Records from a dataset
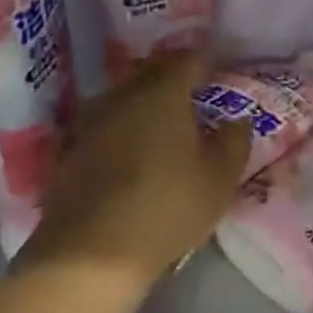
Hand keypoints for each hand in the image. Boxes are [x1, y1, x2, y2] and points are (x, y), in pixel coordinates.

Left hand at [21, 51, 251, 294]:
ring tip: (169, 118)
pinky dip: (128, 125)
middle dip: (177, 75)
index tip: (224, 65)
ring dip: (149, 100)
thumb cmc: (166, 208)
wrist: (89, 253)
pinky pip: (110, 122)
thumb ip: (234, 142)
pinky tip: (138, 146)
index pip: (190, 59)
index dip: (209, 59)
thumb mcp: (218, 180)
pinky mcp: (74, 148)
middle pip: (154, 71)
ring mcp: (94, 120)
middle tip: (199, 89)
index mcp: (163, 92)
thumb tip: (238, 119)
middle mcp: (125, 95)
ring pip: (128, 95)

- Your assignment
If a line in the entries contains the word "index", copy that line out.

- Result of the task
index tip: (224, 65)
index pip: (190, 59)
index dip: (209, 59)
index mcp: (163, 92)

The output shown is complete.